Я пожал плечами. Значит, какой-то пес уже сообщил обо мне, не помогло предупреждение Мосолова. Эх, люди. Обидно!

— Что можете сказать о побеге? Кто помогал?

— Не знаю. Спал, ничего не видел и не слышал.

— Ну да, «спал»! Ломали железный пол, доски отрывали, а он спал, видите ли.

— За дураков считаете нас, Промыслов. — Уполномоченный укоризненно покачал головой.

— Не слышал, правда. Я уж если усну — пушкой не разбудишь.

— Не могли же они вдвоем расковырять пол. Кто помогал?

— По-моему, никто. Если бы кто помогал, убежал бы тоже. Когда утром мы узнали об этом, все удивлялись, как это Бакин и Редько сумели сделать такой пролом.

— Предположим, они сами сделали пролом. Но не видеть, как они это проворачивали, не могли. И наверняка вы, именно вы, Промыслов, знали о намерении Бакина.

— Не говорил он мне о намерении бежать. Я ничего не знал.

Начкон и уполномоченный переглянулись. Уполномоченный не сводил с меня тяжелого взгляда.

— Зря упрямитесь. Потом будете жалеть. Кто молчит или пытается сбить нас с толку — в карцер угодит и льгот лишится до конца этапа. Кроме того, выхлопочем штрафизолятор по прибытии в лагерь.

— Вы представляете, что такое штрафизолятор? Особый режим, тюрьма в лагере. Не советуем добиваться его.

Я опять пожал плечами. Хотел сказать: хуже не будет. Но сдержался.

— Все говорят: Бакин — ваш друг. Зря отпираетесь, отказываетесь от приятеля.

— Я не отказываюсь. Мы здесь действительно подружились.

— Но как же он мог не сказать другу о главном?

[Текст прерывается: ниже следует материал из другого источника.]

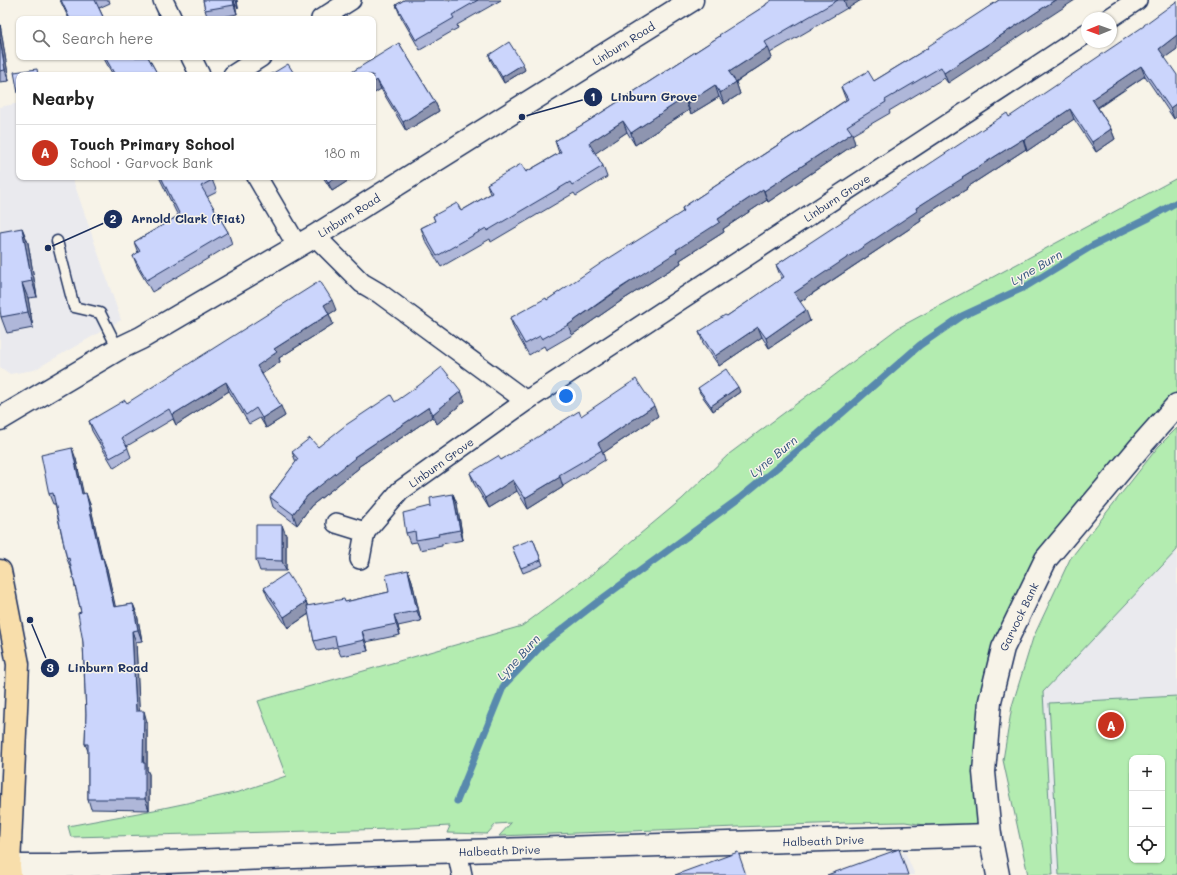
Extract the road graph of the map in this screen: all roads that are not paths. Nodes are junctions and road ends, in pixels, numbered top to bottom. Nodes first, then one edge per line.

— О побеге не говорили ни разу. — Я твердо сказал это, не опуская глаз под взглядами уполномоченного и начкона. Ждал другого вопроса. И он последовал:

— Промыслов, вы же знаете — почему он убежал, куда? У вас не было причины — и вы не убежали. А у него была цель. Какая? Скажите!

— Не знаю я, не знаю!

— Не будьте дурачком. Если не скажете, накажем. Отдадим под суд за соучастие.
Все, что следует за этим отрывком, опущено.